[Task goal]
Write out every entry exactly as it appears.

Given information Start Marker

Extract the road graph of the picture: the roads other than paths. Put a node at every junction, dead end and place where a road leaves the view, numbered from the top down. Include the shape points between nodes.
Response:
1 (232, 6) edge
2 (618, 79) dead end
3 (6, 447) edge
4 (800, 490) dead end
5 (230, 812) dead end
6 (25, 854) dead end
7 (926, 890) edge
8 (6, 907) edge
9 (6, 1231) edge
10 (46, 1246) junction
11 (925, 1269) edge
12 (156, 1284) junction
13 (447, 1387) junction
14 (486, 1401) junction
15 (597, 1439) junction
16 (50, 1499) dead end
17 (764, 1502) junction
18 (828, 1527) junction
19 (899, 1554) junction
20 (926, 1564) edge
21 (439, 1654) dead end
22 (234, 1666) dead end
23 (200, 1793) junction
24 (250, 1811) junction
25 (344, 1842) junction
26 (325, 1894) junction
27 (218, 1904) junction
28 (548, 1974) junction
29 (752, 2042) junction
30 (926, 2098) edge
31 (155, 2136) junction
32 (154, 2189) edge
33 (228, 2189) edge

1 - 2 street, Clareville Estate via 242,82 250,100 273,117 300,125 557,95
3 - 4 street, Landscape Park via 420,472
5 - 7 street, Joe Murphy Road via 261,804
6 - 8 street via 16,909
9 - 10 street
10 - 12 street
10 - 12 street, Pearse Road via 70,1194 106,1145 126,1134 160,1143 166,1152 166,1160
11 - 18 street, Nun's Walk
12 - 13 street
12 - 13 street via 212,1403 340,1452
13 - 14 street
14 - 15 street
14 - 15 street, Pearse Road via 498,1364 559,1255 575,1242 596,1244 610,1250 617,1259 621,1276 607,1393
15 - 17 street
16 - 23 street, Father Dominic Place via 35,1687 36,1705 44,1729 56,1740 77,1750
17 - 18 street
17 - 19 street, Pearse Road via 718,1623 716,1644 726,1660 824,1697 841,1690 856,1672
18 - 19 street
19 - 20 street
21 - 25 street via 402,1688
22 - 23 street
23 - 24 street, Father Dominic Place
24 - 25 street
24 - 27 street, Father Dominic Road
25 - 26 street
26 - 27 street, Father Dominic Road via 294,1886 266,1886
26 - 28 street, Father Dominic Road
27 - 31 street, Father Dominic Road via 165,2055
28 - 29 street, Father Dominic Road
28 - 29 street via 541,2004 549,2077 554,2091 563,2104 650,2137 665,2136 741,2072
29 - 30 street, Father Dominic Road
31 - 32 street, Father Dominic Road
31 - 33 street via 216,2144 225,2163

Given information End Marker

[Answer below]
Extract the road graph of the picture: the roads other than paths. Put a node at every junction, dead end and place where a road leaves the view, numbered from the top down. Include the shape points between nodes.
Response:
1 (232, 6) edge
2 (618, 79) dead end
3 (6, 447) edge
4 (800, 490) dead end
5 (230, 812) dead end
6 (25, 854) dead end
7 (926, 890) edge
8 (6, 907) edge
9 (6, 1231) edge
10 (46, 1246) junction
11 (925, 1269) edge
12 (156, 1284) junction
13 (447, 1387) junction
14 (486, 1401) junction
15 (597, 1439) junction
16 (50, 1499) dead end
17 (764, 1502) junction
18 (828, 1527) junction
19 (899, 1554) junction
20 (926, 1564) edge
21 (439, 1654) dead end
22 (234, 1666) dead end
23 (200, 1793) junction
24 (250, 1811) junction
25 (344, 1842) junction
26 (325, 1894) junction
27 (218, 1904) junction
28 (548, 1974) junction
29 (752, 2042) junction
30 (926, 2098) edge
31 (155, 2136) junction
32 (154, 2189) edge
33 (228, 2189) edge

1 - 2 street, Clareville Estate via 242,82 250,100 273,117 300,125 557,95
3 - 4 street, Landscape Park via 420,472
5 - 7 street, Joe Murphy Road via 261,804
6 - 8 street via 16,909
9 - 10 street
10 - 12 street
10 - 12 street, Pearse Road via 70,1194 106,1145 126,1134 160,1143 166,1152 166,1160
11 - 18 street, Nun's Walk
12 - 13 street
12 - 13 street via 212,1403 340,1452
13 - 14 street
14 - 15 street
14 - 15 street, Pearse Road via 498,1364 559,1255 575,1242 596,1244 610,1250 617,1259 621,1276 607,1393
15 - 17 street
16 - 23 street, Father Dominic Place via 35,1687 36,1705 44,1729 56,1740 77,1750
17 - 18 street
17 - 19 street, Pearse Road via 718,1623 716,1644 726,1660 824,1697 841,1690 856,1672
18 - 19 street
19 - 20 street
21 - 25 street via 402,1688
22 - 23 street
23 - 24 street, Father Dominic Place
24 - 25 street
24 - 27 street, Father Dominic Road
25 - 26 street
26 - 27 street, Father Dominic Road via 294,1886 266,1886
26 - 28 street, Father Dominic Road
27 - 31 street, Father Dominic Road via 165,2055
28 - 29 street, Father Dominic Road
28 - 29 street via 541,2004 549,2077 554,2091 563,2104 650,2137 665,2136 741,2072
29 - 30 street, Father Dominic Road
31 - 32 street, Father Dominic Road
31 - 33 street via 216,2144 225,2163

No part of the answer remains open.